Microsoft Corp., which had been developing the newest edition of its Windows operating system under the code name Longhorn, announced on July 21 it was renaming the software Windows Vista.
This did not sit at all well with a lot of people associated with the Veterans Health Administration's clinical computer system, called the Veterans Health Information Systems and Technology Architecture, which goes by the trade name Vista. The VA filed for a trademark protection on its logo and name in 1996.
The timing of the Microsoft announcement couldn't have been worse, according to Barbara Boykin, president of the Vista Software Alliance, a group of information technology companies that includes tech titans such as Hewlett-Packard Co. and Perot Systems Corp., as well as a number of smaller firms. The CMS is scheduled to release on Aug. 1 a version of the VA's Vista for use by office-based physicians as an electronic medical-records system.
Ignorance is no excuse for encroaching on a trademarked product, she says. "Fairly recently, the (Vista alliance) had been talking with Microsoft about membership in the alliance," Boykin says. "It does distract from a very noble effort by our government to get software for an electronic medical record to small physician offices that haven't been able to afford it heretofore. It's distracting from that and creating a confusion that's unnecessary."
The VA's Vista runs on Windows products, Boykin notes. "It's surprising they would do that to the Veterans Administration, which is such a good customer," she says.
Microsoft spokesperson Stacy Drake, in a prepared statement, ducked the issue of propriety, noting that the company "conducted a thorough search to ensure the Windows Vista mark would not infringe on the marks of others."
Vista is a name "commonly used by a variety of companies in a variety of industries. We are only using the word Vista paired with our trademark Windows," Drake wrote.
Stay logged on for more on this saga.
Barber Shop III
Beauty parlors and barber shops in Ocala, Fla., aren't just for making customers look good -- they're also about health.
Beauticians in the area take part in a program called ShopTalk in which they learn how to talk to customers about the dangers of breast cancer and the importance of getting mammograms. Margaret Thomas, a retired nurse of 40 years, started the grass-roots effort, which targets black women.
Four times a year, Thomas helps lead a session at Central Florida Community College to teach the beauticians about some aspects of breast cancer and ways to ward it off. At the most recent meeting in April about 40 people attended.
"We go over anatomy and physiology; we also go into nutrition," Thomas says. "Weight plays a big role in breast cancer."

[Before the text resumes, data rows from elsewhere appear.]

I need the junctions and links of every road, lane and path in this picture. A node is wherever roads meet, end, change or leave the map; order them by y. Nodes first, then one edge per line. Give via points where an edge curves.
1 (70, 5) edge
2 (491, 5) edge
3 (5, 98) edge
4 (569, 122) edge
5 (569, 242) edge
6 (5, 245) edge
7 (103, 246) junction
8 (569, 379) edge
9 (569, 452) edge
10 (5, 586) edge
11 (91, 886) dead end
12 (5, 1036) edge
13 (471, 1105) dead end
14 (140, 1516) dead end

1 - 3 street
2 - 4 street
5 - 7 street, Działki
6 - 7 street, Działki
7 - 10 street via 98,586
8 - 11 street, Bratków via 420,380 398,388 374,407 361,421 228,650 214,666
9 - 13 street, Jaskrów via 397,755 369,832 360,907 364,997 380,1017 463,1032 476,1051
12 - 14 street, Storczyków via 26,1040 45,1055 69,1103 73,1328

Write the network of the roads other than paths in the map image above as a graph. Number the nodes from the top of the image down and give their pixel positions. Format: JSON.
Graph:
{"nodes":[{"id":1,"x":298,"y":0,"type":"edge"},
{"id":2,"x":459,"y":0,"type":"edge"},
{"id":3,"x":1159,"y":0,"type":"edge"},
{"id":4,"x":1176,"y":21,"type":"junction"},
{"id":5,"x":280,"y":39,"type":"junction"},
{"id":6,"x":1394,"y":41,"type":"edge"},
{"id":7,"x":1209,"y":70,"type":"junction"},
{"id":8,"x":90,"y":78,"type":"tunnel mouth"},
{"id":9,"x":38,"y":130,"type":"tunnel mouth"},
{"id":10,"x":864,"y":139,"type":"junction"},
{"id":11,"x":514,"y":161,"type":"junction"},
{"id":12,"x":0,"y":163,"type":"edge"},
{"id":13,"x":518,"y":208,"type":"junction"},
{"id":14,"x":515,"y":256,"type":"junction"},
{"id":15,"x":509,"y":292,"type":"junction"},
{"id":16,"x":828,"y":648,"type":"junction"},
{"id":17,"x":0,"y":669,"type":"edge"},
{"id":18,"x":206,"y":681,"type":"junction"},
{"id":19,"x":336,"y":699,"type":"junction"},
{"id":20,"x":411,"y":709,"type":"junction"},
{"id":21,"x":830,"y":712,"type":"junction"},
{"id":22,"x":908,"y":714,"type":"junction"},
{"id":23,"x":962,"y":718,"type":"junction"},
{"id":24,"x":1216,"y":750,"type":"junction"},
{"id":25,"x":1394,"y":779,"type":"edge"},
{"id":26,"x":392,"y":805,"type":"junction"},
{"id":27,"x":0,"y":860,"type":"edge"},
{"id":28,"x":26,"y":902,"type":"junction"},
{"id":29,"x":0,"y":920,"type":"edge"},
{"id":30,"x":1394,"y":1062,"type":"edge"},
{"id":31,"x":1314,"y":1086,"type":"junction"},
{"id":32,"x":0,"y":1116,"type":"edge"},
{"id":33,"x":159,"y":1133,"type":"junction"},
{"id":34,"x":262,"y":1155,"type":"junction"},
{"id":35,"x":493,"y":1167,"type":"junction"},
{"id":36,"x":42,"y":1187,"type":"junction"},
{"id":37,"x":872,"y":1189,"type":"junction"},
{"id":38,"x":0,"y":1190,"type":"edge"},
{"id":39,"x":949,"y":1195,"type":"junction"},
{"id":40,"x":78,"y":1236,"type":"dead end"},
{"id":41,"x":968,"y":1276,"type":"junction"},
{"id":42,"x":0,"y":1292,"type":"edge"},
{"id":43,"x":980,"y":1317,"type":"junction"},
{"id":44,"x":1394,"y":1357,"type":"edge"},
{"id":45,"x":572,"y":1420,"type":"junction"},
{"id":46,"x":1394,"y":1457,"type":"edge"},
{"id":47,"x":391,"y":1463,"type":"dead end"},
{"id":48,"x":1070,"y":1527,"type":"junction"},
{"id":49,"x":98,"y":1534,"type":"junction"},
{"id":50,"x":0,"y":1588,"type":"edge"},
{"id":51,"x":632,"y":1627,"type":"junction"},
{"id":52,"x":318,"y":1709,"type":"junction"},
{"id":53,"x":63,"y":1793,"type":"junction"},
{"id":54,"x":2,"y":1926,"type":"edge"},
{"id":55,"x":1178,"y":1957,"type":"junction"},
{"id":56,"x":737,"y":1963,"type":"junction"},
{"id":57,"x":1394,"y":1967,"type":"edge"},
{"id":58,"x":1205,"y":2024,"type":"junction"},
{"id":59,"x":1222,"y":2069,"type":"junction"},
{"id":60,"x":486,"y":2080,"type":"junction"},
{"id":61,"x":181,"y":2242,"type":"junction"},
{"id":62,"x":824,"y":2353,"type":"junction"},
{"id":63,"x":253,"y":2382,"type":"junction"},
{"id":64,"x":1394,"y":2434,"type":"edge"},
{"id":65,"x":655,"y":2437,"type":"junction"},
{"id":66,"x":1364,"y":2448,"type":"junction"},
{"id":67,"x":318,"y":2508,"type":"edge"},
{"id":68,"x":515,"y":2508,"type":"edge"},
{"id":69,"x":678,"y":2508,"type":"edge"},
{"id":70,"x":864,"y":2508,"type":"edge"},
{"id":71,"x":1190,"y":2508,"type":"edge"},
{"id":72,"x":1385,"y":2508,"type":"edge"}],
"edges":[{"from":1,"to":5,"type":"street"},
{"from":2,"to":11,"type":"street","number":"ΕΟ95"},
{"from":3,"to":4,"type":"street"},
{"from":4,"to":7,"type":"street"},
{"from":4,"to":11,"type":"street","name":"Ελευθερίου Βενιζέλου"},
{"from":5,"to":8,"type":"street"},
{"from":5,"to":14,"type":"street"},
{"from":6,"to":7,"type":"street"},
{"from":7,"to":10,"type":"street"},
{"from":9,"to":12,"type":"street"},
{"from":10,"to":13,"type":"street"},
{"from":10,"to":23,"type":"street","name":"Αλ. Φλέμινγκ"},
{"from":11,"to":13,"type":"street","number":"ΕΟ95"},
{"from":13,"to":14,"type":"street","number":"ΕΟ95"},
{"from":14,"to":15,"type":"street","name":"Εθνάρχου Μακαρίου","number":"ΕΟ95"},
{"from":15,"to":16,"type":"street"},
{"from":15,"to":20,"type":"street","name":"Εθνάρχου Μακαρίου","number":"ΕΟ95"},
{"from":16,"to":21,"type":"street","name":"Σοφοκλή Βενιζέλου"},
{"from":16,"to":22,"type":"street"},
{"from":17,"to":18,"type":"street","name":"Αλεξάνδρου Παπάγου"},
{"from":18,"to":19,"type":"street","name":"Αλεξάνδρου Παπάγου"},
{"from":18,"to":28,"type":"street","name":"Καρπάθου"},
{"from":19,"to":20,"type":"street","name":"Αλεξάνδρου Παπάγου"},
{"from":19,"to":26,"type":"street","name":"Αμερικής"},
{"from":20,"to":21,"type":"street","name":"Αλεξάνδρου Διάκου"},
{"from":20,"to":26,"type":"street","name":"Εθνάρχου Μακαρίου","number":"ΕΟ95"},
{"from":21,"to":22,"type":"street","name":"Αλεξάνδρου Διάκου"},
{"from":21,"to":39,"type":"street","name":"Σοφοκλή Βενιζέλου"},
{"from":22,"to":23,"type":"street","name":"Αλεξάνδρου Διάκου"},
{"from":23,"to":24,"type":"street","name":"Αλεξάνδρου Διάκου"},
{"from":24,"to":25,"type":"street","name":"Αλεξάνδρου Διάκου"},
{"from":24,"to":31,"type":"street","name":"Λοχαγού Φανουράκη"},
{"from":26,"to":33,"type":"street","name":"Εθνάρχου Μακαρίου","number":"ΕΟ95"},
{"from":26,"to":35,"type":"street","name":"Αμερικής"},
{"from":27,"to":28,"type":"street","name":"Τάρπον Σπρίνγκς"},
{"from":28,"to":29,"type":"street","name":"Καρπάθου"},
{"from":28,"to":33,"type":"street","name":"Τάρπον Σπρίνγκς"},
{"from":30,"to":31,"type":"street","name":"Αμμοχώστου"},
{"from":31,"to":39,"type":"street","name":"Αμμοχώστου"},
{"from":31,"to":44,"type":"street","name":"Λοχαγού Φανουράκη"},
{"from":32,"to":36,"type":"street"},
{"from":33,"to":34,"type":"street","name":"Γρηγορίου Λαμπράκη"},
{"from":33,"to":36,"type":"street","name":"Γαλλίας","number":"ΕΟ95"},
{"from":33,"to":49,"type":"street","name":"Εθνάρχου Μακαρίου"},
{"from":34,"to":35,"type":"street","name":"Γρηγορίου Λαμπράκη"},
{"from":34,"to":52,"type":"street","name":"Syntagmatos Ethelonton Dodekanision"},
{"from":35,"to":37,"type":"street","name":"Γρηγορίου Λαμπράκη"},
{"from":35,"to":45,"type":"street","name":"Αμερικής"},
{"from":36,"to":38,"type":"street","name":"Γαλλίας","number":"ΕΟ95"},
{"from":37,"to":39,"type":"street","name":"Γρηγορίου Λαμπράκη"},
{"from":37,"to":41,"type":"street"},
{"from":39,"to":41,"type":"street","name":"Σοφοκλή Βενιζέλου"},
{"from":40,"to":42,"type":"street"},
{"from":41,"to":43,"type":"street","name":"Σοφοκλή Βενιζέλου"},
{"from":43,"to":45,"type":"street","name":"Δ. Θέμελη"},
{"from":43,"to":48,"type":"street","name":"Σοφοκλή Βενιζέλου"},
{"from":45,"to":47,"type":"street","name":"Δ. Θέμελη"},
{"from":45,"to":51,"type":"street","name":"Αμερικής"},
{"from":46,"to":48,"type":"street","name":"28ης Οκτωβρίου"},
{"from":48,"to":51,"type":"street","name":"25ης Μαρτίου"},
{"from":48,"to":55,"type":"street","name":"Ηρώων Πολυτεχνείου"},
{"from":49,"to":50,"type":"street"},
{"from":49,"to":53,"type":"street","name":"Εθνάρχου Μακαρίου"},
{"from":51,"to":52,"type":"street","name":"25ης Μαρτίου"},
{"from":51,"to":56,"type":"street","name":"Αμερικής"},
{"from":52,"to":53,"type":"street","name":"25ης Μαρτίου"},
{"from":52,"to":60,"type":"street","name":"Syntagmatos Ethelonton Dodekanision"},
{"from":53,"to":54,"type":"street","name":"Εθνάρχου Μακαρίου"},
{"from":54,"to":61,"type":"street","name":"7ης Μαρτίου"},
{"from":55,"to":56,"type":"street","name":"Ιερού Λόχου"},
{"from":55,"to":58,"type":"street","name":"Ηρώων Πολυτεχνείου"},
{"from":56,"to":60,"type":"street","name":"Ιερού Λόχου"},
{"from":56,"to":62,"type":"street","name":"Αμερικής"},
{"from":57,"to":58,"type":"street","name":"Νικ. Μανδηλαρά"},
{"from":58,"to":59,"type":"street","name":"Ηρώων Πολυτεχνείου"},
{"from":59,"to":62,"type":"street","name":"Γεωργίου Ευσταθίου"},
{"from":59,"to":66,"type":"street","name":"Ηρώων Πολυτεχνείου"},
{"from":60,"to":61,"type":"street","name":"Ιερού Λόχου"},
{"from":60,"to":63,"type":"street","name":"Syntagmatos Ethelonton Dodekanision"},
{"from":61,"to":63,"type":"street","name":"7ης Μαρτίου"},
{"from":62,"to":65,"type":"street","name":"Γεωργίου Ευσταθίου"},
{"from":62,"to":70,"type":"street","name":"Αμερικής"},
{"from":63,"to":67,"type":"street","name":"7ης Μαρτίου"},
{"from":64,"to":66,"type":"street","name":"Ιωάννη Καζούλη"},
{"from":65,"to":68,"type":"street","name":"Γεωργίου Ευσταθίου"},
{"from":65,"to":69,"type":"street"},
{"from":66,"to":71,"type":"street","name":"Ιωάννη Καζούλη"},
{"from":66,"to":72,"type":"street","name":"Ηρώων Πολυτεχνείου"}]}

The beauticians then take the information they get from the meetings and try to deliver it to their clients. However, Thomas warns them not to delve right into the topic when customers are in the beauty parlor chair.
"The word cancer just stops people in their tracks," she says.
Thomas says a better way to broach the subject is to bring up a recent news event that might be linked to cancer and ease into the topic. The program has been so successful that Thomas has started ShopTalk 2, which branches out to barber shops in an effort to educate men about prostate cancer.
Thomas started ShopTalk in 2001 with a $30,000 grant from 340-bed Munroe Regional Medical Center, Ocala. Now the Ocala Royal Dames for Cancer Research funds the program and provides $12,500 annually.
Over the years, others in the community have helped. A local realtors association purchased 20 televisions with VCRs that were placed in the beauty parlors so interested customers can watch an informational video on preventive care.
Veggie burgers and carrot sticks may have tipped the scales in a controversy over whether a McDonald's restaurant should stay in one of the nation's premier hospitals, renowned for its cardiac care.
Offering to add those artery-friendly items to the menu met with the approval of Cleveland Clinic chief executive and cardiac surgeon Delos "Toby" Cosgrove, a spokeswoman says.
"We are generally pleased with the progress that has been made so far and will continue to work toward improvements on menu items and cooking techniques," says spokeswoman Eileen Sheil.
Cosgrove, upon being named CEO late last year, began questioning whether it was appropriate that a hospital known for cardiac care should be host to a fast-food restaurant famous for greasy cheeseburgers and oversized french fry servings.
McDonald's Corp. executives had been meeting with hospital officials in the past few months. The chain had already added its fruit and walnut salad to the menu but now has broadened the heart-healthy fare.
Turan Strange, owner of the McDonald's franchise at the Cleveland Clinic, says the restaurant has satisfied the clinic's concerns. "I've said all along, we value our relationship with the Cleveland Clinic and welcome the opportunity to help our customers understand how our menu can fit into a balanced, active lifestyle," he says.